During lunch we followed a boy named Suohian (Sue) home to meet his family and talk with him about his life and his schooling. He is in 5th grade and wants to go on to be a doctor, but after he is done high school he wants to become a monk. We walked about 1km down a red dirt road to a small little wooden shack on the side of the road where he lives with his grandmother, brother, and sister. His parents were divorced when he was young and his mother works far away and his father disappeared. His grandmother was so welcoming and offered us these specialty rice cakes she makes. They were wrapped in banana leaves and were very tasty. I was amazed at how welcoming they were and how openly they all talked to us. The grandmother

went on to tell us about her husband and 6 of her 8 children that were killed by Pol Pot and the Khmer Rouge in the 70s. It was one of the most powerful experiences I have ever witnessed, she started crying and was completely open with us. After this somber experience we walked back to the school and I had my first coconut cutting experience, the kids gave us 3 coconuts and the English teacher Nop Vay who was with us all day long use to be a tour guide and he was a professional coconut cutter. After consuming 2 coconuts we headed back to the school and sat in on an English class and helped the students with their pronunciations of certain words. Then Nop Vah fired the generators up and started his computer class, after class I started working to create the school a facebook page so they can share stories and pictures with the host school Nishimachi which donated the school and provides funding for text books and computers. If you google the Kirivorn school barely anything comes up. Nop Vay was very excited that their small humble school will be on the internet. My goal is to create the page and teach the kids this week how to access the page to view their photos and videos and to become pen pals with students from Nishimachi. I am not creating facebook pages for all the students, just one for the school which will be closely monitored by Nop Vay and the Nishimachi school.

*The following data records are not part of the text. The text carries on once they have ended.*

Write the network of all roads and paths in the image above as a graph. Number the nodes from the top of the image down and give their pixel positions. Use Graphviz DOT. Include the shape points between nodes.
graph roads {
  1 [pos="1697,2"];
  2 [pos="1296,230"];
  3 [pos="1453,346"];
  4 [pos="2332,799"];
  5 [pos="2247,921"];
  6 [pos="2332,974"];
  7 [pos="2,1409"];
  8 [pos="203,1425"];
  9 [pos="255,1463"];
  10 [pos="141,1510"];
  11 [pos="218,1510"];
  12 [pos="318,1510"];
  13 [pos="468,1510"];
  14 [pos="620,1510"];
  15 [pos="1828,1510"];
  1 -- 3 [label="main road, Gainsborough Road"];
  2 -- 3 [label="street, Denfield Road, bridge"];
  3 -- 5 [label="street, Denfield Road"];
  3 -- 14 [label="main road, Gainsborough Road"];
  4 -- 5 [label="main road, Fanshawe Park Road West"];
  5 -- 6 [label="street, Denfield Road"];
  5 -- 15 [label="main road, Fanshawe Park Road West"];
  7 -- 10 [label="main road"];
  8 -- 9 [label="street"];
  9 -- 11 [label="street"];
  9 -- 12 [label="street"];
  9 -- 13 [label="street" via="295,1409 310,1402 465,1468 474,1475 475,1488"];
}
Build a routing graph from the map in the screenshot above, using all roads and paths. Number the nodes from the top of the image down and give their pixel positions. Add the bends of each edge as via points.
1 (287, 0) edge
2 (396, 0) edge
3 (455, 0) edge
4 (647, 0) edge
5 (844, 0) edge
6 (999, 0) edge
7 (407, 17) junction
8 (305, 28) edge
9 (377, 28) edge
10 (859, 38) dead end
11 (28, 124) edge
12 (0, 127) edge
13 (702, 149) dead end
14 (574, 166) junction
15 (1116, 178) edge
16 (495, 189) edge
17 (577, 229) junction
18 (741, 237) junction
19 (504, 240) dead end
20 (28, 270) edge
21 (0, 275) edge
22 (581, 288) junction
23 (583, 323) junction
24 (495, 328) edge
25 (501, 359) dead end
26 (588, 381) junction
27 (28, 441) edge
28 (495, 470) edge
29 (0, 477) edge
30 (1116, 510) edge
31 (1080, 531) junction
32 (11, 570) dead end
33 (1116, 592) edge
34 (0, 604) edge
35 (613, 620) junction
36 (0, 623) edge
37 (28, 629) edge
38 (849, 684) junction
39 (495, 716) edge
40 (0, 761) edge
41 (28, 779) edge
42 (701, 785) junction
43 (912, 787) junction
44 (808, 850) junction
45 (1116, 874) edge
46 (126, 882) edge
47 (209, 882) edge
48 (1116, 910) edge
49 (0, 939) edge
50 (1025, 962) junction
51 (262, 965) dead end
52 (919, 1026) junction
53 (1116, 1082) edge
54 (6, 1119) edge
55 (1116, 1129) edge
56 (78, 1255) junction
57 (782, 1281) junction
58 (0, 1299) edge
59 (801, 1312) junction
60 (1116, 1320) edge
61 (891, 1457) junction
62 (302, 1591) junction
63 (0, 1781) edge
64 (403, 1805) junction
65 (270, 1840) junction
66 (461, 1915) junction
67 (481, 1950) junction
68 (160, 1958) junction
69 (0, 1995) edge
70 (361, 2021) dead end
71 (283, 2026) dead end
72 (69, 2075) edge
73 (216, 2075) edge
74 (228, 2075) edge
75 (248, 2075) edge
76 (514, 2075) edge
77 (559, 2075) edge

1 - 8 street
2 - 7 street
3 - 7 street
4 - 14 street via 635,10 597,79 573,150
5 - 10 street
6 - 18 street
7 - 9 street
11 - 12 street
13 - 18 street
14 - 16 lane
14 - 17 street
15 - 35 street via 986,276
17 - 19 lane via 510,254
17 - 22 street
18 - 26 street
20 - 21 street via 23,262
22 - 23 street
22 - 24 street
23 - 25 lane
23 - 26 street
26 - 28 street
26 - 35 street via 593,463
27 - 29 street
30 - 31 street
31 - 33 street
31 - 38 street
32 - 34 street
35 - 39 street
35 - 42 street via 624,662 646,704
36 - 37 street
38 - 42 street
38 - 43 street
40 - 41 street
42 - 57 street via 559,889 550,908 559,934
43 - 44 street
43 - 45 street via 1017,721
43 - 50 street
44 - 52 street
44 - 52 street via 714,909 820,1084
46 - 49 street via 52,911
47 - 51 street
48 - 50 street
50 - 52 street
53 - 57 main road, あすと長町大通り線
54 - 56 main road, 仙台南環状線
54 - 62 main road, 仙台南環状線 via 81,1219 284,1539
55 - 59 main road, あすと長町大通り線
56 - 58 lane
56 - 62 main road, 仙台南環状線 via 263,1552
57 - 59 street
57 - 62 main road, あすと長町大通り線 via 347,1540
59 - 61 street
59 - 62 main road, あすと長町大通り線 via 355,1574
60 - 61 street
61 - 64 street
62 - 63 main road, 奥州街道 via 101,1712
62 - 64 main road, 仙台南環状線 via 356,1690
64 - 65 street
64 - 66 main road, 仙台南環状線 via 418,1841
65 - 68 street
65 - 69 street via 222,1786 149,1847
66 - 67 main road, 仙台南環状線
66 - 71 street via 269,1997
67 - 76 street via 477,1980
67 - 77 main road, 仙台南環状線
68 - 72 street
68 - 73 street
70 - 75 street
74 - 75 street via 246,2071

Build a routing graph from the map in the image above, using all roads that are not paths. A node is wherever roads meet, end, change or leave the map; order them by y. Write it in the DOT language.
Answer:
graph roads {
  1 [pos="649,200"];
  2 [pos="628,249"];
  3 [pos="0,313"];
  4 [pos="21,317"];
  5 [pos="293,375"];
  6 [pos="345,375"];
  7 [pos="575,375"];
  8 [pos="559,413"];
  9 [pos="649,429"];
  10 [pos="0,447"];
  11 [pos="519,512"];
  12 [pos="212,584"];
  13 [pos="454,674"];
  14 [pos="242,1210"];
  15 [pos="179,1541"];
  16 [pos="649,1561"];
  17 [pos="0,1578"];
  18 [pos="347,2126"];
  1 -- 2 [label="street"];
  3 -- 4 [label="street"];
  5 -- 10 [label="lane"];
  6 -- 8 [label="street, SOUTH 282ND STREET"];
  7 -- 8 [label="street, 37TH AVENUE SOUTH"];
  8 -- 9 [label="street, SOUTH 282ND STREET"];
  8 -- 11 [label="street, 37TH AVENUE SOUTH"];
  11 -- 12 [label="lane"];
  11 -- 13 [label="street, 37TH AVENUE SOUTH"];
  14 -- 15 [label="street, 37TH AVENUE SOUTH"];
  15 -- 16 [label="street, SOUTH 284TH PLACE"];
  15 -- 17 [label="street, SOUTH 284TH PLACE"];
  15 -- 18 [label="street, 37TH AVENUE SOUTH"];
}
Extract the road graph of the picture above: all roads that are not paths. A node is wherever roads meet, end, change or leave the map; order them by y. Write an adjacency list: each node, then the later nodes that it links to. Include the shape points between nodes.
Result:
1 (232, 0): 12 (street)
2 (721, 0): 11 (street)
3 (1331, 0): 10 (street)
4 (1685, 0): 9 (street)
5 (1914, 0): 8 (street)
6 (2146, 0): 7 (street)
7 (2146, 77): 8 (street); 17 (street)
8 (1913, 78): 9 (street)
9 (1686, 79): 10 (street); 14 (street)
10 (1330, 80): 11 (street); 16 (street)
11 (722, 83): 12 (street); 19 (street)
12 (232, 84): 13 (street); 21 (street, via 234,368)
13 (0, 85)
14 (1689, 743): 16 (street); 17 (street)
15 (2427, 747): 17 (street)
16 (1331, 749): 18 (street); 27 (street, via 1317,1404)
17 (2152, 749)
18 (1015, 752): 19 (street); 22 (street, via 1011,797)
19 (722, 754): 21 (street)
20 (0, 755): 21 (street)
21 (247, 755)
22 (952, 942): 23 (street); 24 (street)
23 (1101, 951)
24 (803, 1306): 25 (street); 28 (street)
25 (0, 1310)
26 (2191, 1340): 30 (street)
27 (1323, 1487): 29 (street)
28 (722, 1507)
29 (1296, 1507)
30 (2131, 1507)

It has been a very amazing week and I will always remember the smiling faces on the children as they chased us down the road on our motorbike as we were leaving. It was sad to go.

I am now in Kampot!!! I am so stoked to be here, Charles place is really awesome and it feels really good to have a semi-permanent base to work and live out of for a while. Kampot is a pretty small town, but has a bustling market and beautiful views.

1 comment:

  1. Sounds like quite a humbling and heartwarming adventure. Keep going! Don't forget the 16th Thailand Round-Up on Feb 25-27 in Bangkok. A good friend of mine, Roman, from the GB nooner group used to go there all the time. Go and bring back experience, strength and hope. I am always reminding myself why I can go to these far off places in the first place--because I have been given the gift of sober living!